CHALLENGING DESTRUCTIVE FISHING OFF SUSSEX

One of the issues about marine protection is that, too often, it’s out of sight out of mind. If you saw bulldozer going into a nature reserve and churning it up, people would be outraged. But because it’s happening out at sea, and to most people is invisible, it feels like it’s not on anyone’s agenda.  

So I joined a group of Greenpeace activists on board Ocean Witness to see for myself what’s happening to the seas off the coast of Sussex.  This is a Marine Protected Area, which should give some protection to sea life.  But it doesn’t and some of the most destructive form of fishing is happening here.

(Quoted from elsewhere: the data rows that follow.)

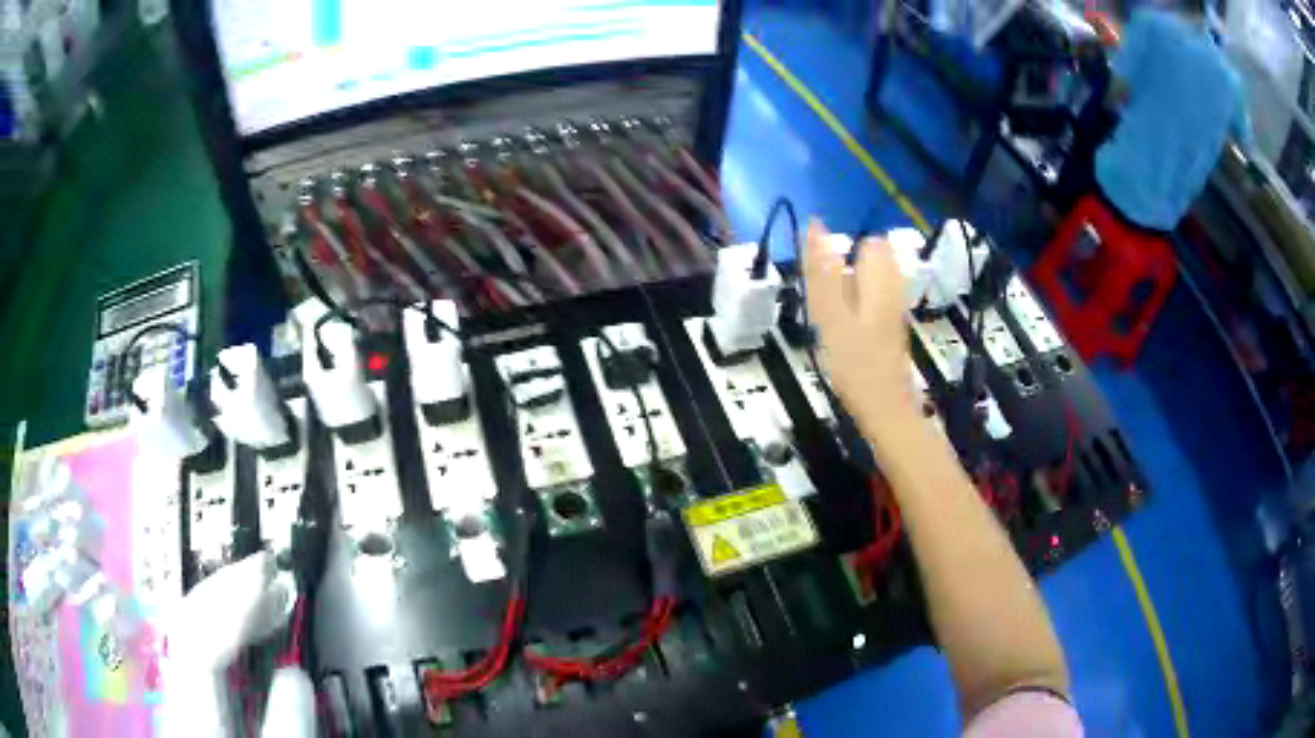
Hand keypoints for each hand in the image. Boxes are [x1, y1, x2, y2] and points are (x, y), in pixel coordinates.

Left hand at [160, 552, 296, 736]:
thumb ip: (283, 729)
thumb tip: (297, 676)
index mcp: (190, 708)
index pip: (201, 635)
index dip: (233, 598)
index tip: (267, 570)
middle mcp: (172, 689)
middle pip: (185, 619)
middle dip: (225, 588)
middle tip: (265, 568)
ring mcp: (173, 691)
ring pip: (187, 629)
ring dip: (223, 604)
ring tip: (259, 591)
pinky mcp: (182, 699)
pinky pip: (194, 648)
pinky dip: (219, 631)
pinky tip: (239, 631)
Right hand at [803, 219, 918, 440]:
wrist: (886, 411)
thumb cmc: (856, 366)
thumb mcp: (831, 316)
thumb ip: (822, 273)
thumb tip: (813, 226)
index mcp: (880, 281)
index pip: (869, 244)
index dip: (842, 253)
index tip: (821, 279)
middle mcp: (892, 290)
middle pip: (870, 263)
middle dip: (844, 273)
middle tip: (827, 304)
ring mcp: (894, 311)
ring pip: (870, 284)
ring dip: (847, 293)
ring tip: (832, 320)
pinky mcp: (890, 329)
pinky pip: (872, 304)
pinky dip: (854, 311)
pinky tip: (843, 333)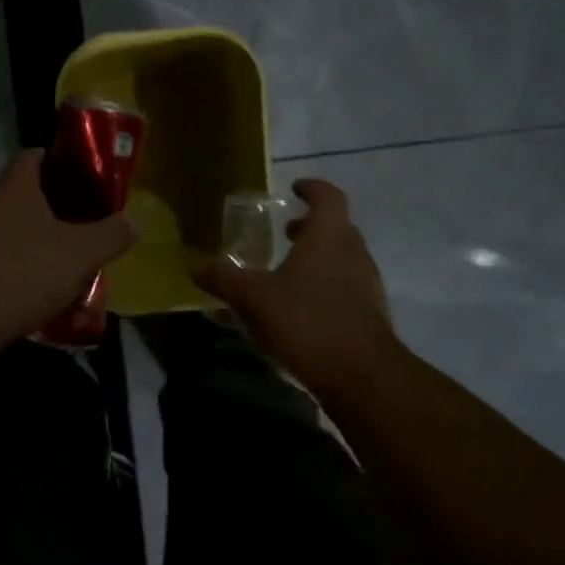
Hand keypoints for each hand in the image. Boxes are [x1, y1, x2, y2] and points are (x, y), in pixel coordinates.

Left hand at [0, 150, 138, 348]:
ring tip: (68, 254)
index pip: (33, 155)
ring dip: (38, 235)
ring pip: (12, 224)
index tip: (85, 176)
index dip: (59, 159)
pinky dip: (21, 260)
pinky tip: (41, 283)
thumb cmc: (26, 273)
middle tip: (85, 219)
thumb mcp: (81, 253)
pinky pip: (0, 252)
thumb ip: (111, 233)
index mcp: (15, 187)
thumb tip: (135, 220)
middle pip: (24, 191)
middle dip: (55, 203)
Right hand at [195, 178, 398, 387]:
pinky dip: (325, 287)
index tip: (294, 188)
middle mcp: (353, 253)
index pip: (329, 196)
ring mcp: (367, 285)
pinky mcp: (370, 315)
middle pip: (337, 227)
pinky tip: (300, 309)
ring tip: (287, 273)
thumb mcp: (253, 298)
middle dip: (311, 226)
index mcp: (329, 236)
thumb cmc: (307, 320)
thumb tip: (194, 267)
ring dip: (318, 258)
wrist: (361, 376)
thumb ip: (224, 279)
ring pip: (342, 259)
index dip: (312, 188)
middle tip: (284, 231)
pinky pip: (346, 288)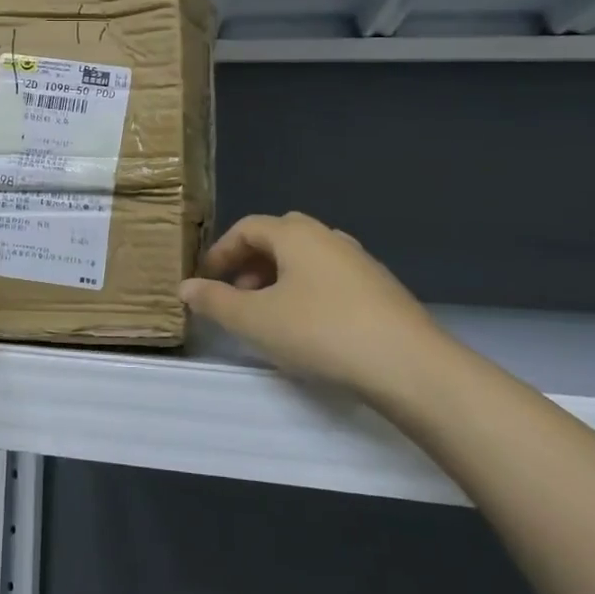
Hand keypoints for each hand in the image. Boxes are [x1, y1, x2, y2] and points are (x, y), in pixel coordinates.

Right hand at [179, 212, 455, 404]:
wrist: (409, 365)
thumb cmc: (321, 332)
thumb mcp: (255, 320)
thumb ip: (215, 301)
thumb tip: (185, 287)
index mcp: (296, 235)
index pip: (248, 227)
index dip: (221, 251)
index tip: (205, 280)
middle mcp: (329, 237)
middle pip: (279, 238)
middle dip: (250, 263)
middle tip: (236, 295)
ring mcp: (359, 262)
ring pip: (307, 259)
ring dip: (279, 278)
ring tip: (268, 315)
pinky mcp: (381, 290)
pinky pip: (330, 279)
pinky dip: (307, 292)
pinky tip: (308, 328)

Last month, Greenpeace revealed that bottom trawlers spent 68,000 hours fishing in UK protected areas in 2020.  A staggering 97% of protected areas were bottom-trawled in 2019 – an activity which is actually legal because the Government has failed to implement restrictions on industrial fishing methods in the MPA network.

The Offshore Brighton MPA was the 4th most heavily bottom-trawled UK protected area in 2019.

It’s not the only form of destructive fishing.  Fly-shooting boats tow lead-weighted ropes along the seabed at either end of a net that encircles and captures entire shoals of fish.  The number of boats in the Channel using this form of fishing has ballooned in recent years. It is not sustainable and is destroying other marine life. 

But when I raised this with ministers in Parliament, I was told that fly shooters had a lower environmental impact than other gear types because they could be operated from lower-powered vessels with lower fuel consumption.  This is not good enough.

The Government has pledged to protect 30 percent of land and marine areas by 2030 but this is meaningless if this destructive form of fishing is allowed to continue.  The sea bed is being scraped clear of any marine life, leaving ocean deserts.

So it needs to do more, and urgently.  As a start, fly shooting and other destructive forms of industrial fishing should be banned in marine protected areas.